Erel Margalit, founder of JVP and chairman of Earnix, said the new capital gives room to pursue acquisitions and growth initiatives: "It's giving me a lot more money to invest. If we want to make an acquisition and if we want to do some more things, there is more where that came from."

On timing for a public listing: "You need $300 million of revenue in order to go IPO and that will take another year or two." An IPO or a strategic sale remains on the table depending on market conditions and opportunities.
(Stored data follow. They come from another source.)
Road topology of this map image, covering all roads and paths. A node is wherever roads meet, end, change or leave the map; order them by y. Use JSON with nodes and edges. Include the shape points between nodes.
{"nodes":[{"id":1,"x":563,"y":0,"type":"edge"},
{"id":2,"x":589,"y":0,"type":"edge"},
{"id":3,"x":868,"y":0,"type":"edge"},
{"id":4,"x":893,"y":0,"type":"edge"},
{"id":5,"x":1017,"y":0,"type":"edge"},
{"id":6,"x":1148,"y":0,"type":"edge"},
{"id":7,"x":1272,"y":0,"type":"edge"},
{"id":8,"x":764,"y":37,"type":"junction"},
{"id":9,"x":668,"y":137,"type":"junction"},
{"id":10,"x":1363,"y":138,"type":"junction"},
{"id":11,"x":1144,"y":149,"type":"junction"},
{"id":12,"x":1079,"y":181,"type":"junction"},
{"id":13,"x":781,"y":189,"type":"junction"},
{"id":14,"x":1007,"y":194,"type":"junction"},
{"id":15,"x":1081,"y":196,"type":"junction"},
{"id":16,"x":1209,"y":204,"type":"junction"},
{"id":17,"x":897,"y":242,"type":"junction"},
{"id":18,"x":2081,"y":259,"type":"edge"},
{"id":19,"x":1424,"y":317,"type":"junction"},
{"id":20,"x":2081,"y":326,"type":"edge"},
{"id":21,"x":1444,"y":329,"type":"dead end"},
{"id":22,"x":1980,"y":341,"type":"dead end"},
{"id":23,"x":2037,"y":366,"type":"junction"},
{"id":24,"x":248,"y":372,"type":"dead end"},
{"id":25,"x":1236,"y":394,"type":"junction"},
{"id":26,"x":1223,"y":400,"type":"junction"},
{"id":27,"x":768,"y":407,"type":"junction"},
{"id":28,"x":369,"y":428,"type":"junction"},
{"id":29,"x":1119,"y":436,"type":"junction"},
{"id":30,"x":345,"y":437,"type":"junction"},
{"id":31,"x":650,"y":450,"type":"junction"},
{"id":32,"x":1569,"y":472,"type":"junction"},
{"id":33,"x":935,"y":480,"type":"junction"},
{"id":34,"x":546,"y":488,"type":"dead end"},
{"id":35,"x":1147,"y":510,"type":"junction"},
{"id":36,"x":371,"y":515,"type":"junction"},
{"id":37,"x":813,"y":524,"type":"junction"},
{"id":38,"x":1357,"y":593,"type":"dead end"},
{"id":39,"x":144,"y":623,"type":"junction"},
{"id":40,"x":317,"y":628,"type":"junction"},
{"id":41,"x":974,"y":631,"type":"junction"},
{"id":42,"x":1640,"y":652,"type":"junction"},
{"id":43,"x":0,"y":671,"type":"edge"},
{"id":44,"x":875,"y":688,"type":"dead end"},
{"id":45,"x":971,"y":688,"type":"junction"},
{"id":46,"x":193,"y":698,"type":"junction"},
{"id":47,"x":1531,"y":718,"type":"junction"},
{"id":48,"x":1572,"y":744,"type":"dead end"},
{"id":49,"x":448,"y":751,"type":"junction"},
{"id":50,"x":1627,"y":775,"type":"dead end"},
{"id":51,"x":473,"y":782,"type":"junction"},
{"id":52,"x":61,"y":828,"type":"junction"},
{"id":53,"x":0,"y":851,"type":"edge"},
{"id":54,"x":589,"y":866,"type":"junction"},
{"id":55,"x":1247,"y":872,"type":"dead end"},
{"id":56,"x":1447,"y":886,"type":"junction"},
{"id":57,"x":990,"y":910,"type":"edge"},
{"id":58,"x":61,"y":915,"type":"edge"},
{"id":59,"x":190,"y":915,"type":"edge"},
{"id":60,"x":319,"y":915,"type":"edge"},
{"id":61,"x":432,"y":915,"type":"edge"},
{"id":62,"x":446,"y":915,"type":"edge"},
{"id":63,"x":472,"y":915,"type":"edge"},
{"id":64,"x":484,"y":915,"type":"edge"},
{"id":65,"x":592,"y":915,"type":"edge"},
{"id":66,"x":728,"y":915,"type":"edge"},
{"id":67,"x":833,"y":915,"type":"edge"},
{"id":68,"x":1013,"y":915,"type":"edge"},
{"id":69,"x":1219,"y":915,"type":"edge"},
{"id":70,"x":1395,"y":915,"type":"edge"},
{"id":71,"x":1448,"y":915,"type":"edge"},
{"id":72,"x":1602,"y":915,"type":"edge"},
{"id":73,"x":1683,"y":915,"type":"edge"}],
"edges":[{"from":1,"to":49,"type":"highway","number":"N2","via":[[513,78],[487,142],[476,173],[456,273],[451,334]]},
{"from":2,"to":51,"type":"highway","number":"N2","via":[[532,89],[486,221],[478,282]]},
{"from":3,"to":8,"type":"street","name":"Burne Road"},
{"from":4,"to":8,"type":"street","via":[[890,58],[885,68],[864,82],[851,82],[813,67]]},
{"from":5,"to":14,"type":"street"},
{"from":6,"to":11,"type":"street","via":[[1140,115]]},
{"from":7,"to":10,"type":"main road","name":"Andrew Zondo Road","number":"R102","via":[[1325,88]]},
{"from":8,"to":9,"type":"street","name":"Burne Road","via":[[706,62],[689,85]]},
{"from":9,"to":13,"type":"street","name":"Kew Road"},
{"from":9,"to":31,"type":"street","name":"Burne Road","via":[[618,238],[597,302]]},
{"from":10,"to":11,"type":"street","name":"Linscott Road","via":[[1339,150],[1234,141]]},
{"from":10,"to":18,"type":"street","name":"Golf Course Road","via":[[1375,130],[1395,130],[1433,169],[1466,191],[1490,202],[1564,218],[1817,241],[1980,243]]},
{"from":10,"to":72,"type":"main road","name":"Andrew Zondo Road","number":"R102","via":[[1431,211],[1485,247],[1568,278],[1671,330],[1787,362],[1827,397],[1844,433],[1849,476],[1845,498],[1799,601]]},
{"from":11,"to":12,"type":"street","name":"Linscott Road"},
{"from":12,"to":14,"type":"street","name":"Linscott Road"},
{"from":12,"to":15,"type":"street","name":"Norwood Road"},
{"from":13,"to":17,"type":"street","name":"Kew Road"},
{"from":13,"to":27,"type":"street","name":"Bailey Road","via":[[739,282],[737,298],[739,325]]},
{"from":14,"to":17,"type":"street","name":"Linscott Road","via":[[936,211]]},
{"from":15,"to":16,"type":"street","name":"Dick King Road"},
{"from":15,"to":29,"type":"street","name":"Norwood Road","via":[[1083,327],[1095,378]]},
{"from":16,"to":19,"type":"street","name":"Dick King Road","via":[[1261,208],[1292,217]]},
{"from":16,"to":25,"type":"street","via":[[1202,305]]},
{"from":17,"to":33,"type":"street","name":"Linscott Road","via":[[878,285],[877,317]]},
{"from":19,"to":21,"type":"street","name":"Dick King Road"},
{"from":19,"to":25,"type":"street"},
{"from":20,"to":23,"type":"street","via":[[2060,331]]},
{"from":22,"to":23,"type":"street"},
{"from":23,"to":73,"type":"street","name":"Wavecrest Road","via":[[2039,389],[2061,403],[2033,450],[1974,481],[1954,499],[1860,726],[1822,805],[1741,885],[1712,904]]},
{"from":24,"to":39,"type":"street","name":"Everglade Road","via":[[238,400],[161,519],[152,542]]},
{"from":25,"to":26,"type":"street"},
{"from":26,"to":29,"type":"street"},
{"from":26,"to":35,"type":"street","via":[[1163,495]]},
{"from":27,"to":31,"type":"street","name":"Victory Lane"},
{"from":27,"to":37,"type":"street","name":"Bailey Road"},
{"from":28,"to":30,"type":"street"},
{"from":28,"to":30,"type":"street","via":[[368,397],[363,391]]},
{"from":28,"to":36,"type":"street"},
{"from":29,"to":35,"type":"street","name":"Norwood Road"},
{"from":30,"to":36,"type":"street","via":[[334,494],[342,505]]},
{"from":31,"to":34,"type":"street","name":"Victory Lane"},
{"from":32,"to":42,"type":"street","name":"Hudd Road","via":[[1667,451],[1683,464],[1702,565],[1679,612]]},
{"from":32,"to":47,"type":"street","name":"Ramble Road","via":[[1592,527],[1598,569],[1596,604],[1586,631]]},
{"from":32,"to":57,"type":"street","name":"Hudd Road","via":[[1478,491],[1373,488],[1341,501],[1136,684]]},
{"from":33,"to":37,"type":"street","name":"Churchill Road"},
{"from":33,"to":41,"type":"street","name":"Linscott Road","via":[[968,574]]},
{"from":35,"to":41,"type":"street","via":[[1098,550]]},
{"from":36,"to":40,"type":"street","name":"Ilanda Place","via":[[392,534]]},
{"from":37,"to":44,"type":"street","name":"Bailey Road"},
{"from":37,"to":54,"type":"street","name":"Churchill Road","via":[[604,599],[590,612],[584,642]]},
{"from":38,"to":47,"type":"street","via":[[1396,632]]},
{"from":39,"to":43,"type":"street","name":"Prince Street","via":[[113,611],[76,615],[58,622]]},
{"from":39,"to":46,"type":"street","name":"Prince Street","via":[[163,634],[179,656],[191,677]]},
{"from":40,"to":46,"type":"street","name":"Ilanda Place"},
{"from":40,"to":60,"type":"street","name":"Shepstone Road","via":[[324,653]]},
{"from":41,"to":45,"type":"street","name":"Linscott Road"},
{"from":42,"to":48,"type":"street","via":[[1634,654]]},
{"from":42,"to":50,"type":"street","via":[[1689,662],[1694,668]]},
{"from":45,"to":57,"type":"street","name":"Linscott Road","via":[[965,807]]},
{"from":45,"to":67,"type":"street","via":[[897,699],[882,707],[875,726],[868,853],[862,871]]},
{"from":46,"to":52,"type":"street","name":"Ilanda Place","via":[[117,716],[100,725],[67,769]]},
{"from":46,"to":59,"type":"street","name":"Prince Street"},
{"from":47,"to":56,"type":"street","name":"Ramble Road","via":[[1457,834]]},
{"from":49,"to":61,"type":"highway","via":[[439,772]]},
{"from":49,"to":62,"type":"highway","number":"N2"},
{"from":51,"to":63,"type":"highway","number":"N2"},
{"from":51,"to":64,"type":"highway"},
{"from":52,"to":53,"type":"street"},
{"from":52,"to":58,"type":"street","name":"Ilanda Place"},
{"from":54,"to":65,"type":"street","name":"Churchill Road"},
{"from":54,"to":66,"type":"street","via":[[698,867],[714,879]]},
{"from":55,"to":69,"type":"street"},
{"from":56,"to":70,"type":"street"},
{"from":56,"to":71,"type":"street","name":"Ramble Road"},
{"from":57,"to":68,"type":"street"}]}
What Insurance Executives Should Watch

  • Vendor stability: A larger balance sheet and strong sponsors reduce counterparty risk and support multi-year transformation programs.
  • Roadmap and M&A: Track how Zelros capabilities show up in Earnix modules. Ask for specifics on agent assist, underwriting triage, and customer comms features.
  • Integration depth: Confirm connectors and APIs with your core systems, data warehouses, and rating engines. Measure deployment cycles by line of business.
  • Model governance: Ensure pricing and generative components meet internal model risk standards (documentation, validation, monitoring, bias checks, and audit trails).
  • ROI evidence: Request benchmarks on combined ratio impact, hit ratio, elasticity modeling accuracy, and cycle-time reductions.
  • Data controls: Clarify PII handling, regional data residency, and fallback behavior for AI features in production.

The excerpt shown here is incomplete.